I have always approached spices with trepidation. My wife’s grandmother would send us her Indian vindaloo mixture. I had an entirely rational concern that the RCMP would bang on our door in the middle of the night and charge us with importing volatile explosives.
Ethné and Philippe have ingeniously solved my apprehension with two of their books: The Spice Trekkers Cook at Home and The Golden Rules of Spices. The latter includes photographs and stories of their travels of discovery. Not only have they documented their recipes, including cooking techniques, but each wonderfully illustrated book comes with its own complete spice kit. It’s a brilliant idea.
Their claim that their books and spices will, with practise, make cooking with spices easy and logical is no marketing puffery. This actually works and I find it thrilling to experiment. These books would make great gifts for foodie friends. Move over, Heston.
MALFY Gin and The Gin Spa
The Gin Spa in Glasgow is an idea that’s time has come. I stumbled on this bijou destination after a day of exploring this reinvented city. The spa, which features juniper and related botanicals, is the brainchild of the owner of the appropriately named Gin 71 bar and restaurant in the same plaza. My masseuse’s magic hands soon eased my tired muscles and I almost fell asleep. Luckily, I was revived by a soothing drink of No. 1 Juniper Water with extract authenticated by the world-famous Kew Gardens.

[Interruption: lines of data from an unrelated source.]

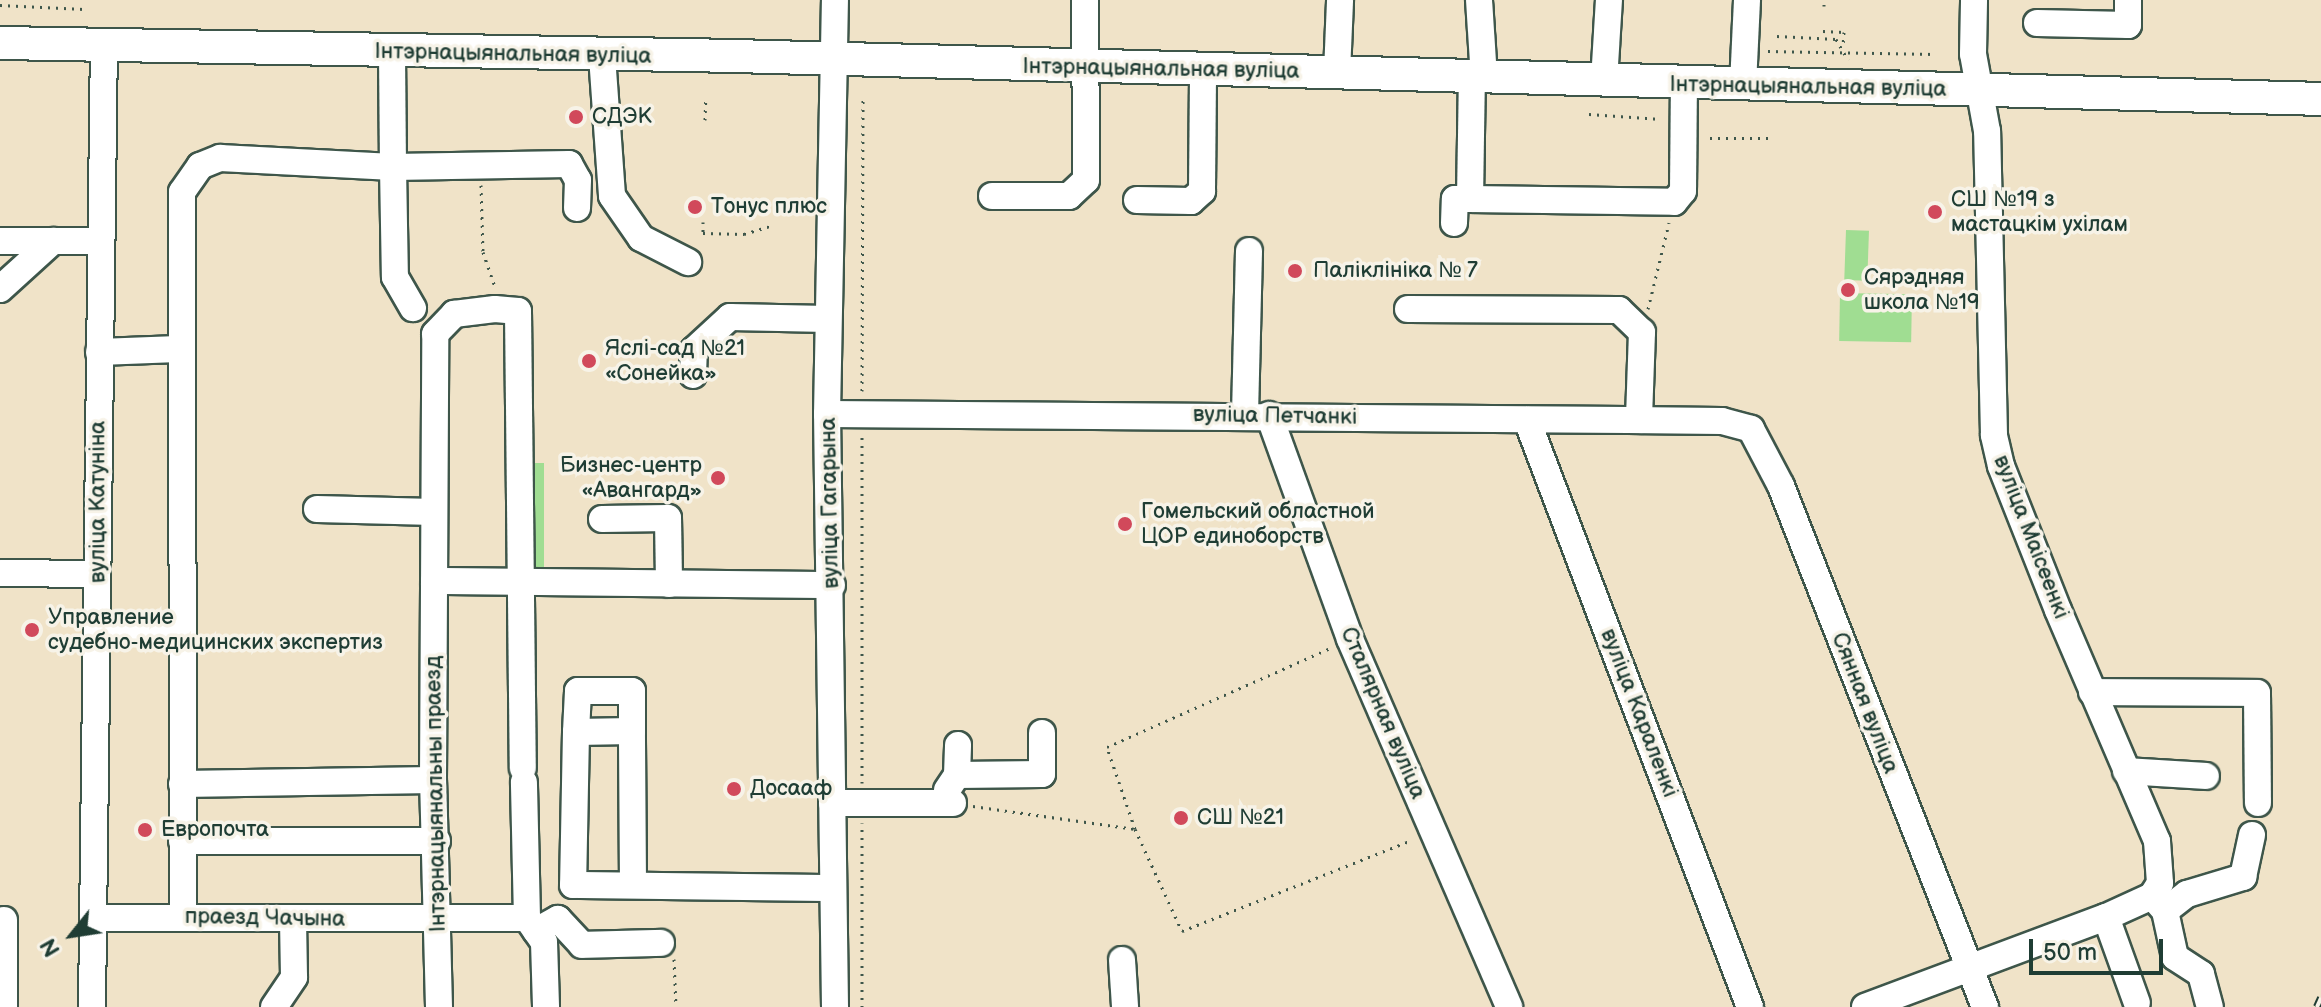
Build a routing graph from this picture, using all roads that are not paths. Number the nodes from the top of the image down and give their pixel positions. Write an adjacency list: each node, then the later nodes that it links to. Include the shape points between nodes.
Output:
1 (835, 0): 14 (street, вуліца Гагарына)
2 (1085, 0): 15 (street)
3 (1340, 0): 17 (street)
4 (1479, 0): 18 (street)
5 (1609, 0): 19 (street)
6 (1747, 0): 21 (street)
7 (1974, 0): 22 (street, вуліца Маісеенкі, via 1973,54)
8 (2128, 0): 9 (street, via 2128,25)
9 (2037, 23)
10 (0, 43): 11 (main road, Інтэрнацыянальная вуліца)
11 (104, 45): 12 (main road, Інтэрнацыянальная вуліца); 32 (street, вуліца Катуніна)
12 (392, 53): 13 (main road, Інтэрнацыянальная вуліца); 24 (street)
13 (602, 56): 14 (main road, Інтэрнацыянальная вуліца); 34 (street, via 612,196 641,238)
14 (833, 59): 15 (main road, Інтэрнацыянальная вуліца); 38 (street, вуліца Гагарына)
15 (1083, 67): 16 (main road, Інтэрнацыянальная вуліца); 25 (street, via 1086,180 1069,196)
16 (1203, 70): 17 (main road, Інтэрнацыянальная вуліца); 27 (street, via 1202,191 1191,201)
17 (1337, 73): 18 (main road, Інтэрнацыянальная вуліца)
18 (1478, 77): 19 (main road, Інтэрнацыянальная вуліца); 26 (street)
19 (1604, 81): 20 (main road, Інтэрнацыянальная вуліца)
20 (1684, 83): 21 (main road, Інтэрнацыянальная вуліца); 26 (street, via 1683,191 1674,202)
21 (1743, 85): 22 (main road, Інтэрнацыянальная вуліца)
22 (1981, 91): 23 (main road, Інтэрнацыянальная вуліца); 58 (street, вуліца Маісеенкі, via 1987,131 1994,435 2001,466)
23 (2318, 98)
24 (393, 167): 28 (street, via 569,164 578,180); 36 (street, via 395,277); 39 (street, via 220,158 200,166 182,192)
25 (992, 196)
26 (1470, 199): 29 (street, via 1455,199)
27 (1137, 200)
28 (577, 208)
29 (1454, 223)
30 (0, 241): 31 (street)
31 (53, 241): 32 (street); 35 (street)
32 (99, 241): 40 (street, вуліца Катуніна)
33 (1249, 251): 43 (street)
34 (688, 262)
35 (0, 289)
36 (413, 308)
37 (1408, 309): 45 (street, via 1619,310 1642,332)
38 (828, 319): 41 (street, via 730,317 694,350); 42 (street, вуліца Гагарына)
39 (178, 349): 40 (street); 56 (street)
40 (99, 352): 51 (street, вуліца Катуніна)
41 (693, 375)
42 (827, 414): 43 (street, вуліца Петчанкі); 55 (street, вуліца Гагарына)
43 (1257, 415): 44 (street, вуліца Петчанкі); 95 (street, Сталярная вуліца)
44 (1527, 420): 45 (street, вуліца Петчанкі); 96 (street, вуліца Караленкі)
45 (1639, 420): 46 (street, вуліца Петчанкі)
46 (1722, 421): 86 (street, Сянная вуліца, via 1751,429 1775,472)
47 (317, 509): 48 (street)
48 (434, 512): 52 (street, Інтэрнацыянальны праезд); 53 (street, Інтэрнацыянальны праезд, via 435,334 454,314 518,311)
49 (602, 519): 54 (street, via 668,518)
50 (0, 573): 51 (street)
51 (97, 574): 57 (street, вуліца Катуніна)
52 (434, 581): 53 (street); 66 (street, Інтэрнацыянальны праезд)
53 (521, 584): 54 (street); 83 (street, via 524,775)
54 (669, 584): 55 (street)
55 (832, 585): 68 (street, вуліца Гагарына)
56 (180, 628): 57 (street); 67 (street)
57 (97, 629): 79 (street, вуліца Катуніна)
58 (2092, 692): 63 (street, вуліца Маісеенкі); 69 (street, via 2257,693)
59 (632, 731): 60 (street); 60 (street, via 632,691 578,691); 73 (street)
60 (576, 732): 74 (street)
61 (1042, 733): 64 (street, via 1042,774)
62 (958, 745): 64 (street)
63 (2126, 771): 65 (street); 76 (street, вуліца Маісеенкі, via 2161,864)
64 (957, 775): 68 (street, via 946,803)
65 (2206, 776)
66 (433, 780): 67 (street); 72 (street, Інтэрнацыянальны праезд)
67 (182, 784): 71 (street)
68 (832, 803): 75 (street, вуліца Гагарына)
69 (2258, 803)
70 (2252, 835): 76 (street, via 2243,877)
71 (182, 841): 72 (street); 77 (street)
72 (437, 841): 81 (street, Інтэрнацыянальны праезд)
73 (633, 884): 74 (street); 75 (street, via 682,890)
74 (573, 885): 83 (street)
75 (832, 888): 93 (street, вуліца Гагарына)
76 (2159, 903): 78 (street); 99 (street, via 2175,957 2201,974)
77 (183, 917): 79 (street, праезд Чачына); 80 (street, праезд Чачына)
78 (2106, 917): 86 (street); 87 (street)
79 (93, 918): 89 (street, вуліца Катуніна)
80 (293, 918): 81 (street, праезд Чачына); 90 (street, via 294,977)
81 (437, 919): 83 (street, праезд Чачына); 91 (street, Інтэрнацыянальны праезд)
82 (4, 920): 88 (street)
83 (540, 923): 84 (street, via 582,945); 92 (street)
84 (661, 943)
85 (1122, 960): 94 (street)
86 (1968, 968): 97 (street); 98 (street, Сянная вуліца)
87 (2137, 1003)
88 (4, 1007)
89 (92, 1007)
90 (274, 1007)
91 (439, 1007)
92 (546, 1007)
93 (835, 1007)
94 (1125, 1007)
95 (1509, 1007)
96 (1750, 1007)
97 (1865, 1007)
98 (1985, 1007)
99 (2210, 1007)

And there was more! A cart overloaded with different gins was wheeled out. Oh, the agony of choice. I settled on a brand I had never seen before: MALFY. A large glass of MALFY Rosa with a Fever Tree Sicilian Lemon tonic water appeared.
This pink-tinged premium gin, I learned, is made from the peel of Sicilian pink grapefruit with lemon and coriander. The Mediterranean sun clearly brings out a warm, understated citrus flavour that’s balanced by Tuscan juniper. The lemon tonic adds a lively zest, but never overpowers it. This, I muse to myself, would make the perfect summer drink on a hot Toronto day. If only.
I was then surprised but delighted to find that, as of July 1st, MALFY has been available in Canada. In a crowded gin market, the Rosa and its stablemates are a welcome addition.
Oh, and could someone please copy The Gin Spa this side of the Atlantic?
I readily admit to a sweet tooth. But how to indulge sensibly? I recently discovered an answer: Delicious nut-paste truffles from Delices Lacasse in Montreal. They are gluten free, trans-fat free, low in sugar and brimming with omega 3. But forget the healthy stuff—they’re also a real treat. Beautifully packaged in elegant, ribbon-wrapped boxes, these colourful truffles (made from walnuts and pecans) brim with fruit flavours. And the fine granular texture adds a new dimension. I couldn’t get enough of them—particularly my favourites, cranberry, rooibos, mango and maple.
I’m told that the recipes for these truffles came from a Mexican Canadian woman who, for many years, ran a tiny store in Laval, Quebec. And she, in turn, adapted an ancient Aztec recipe.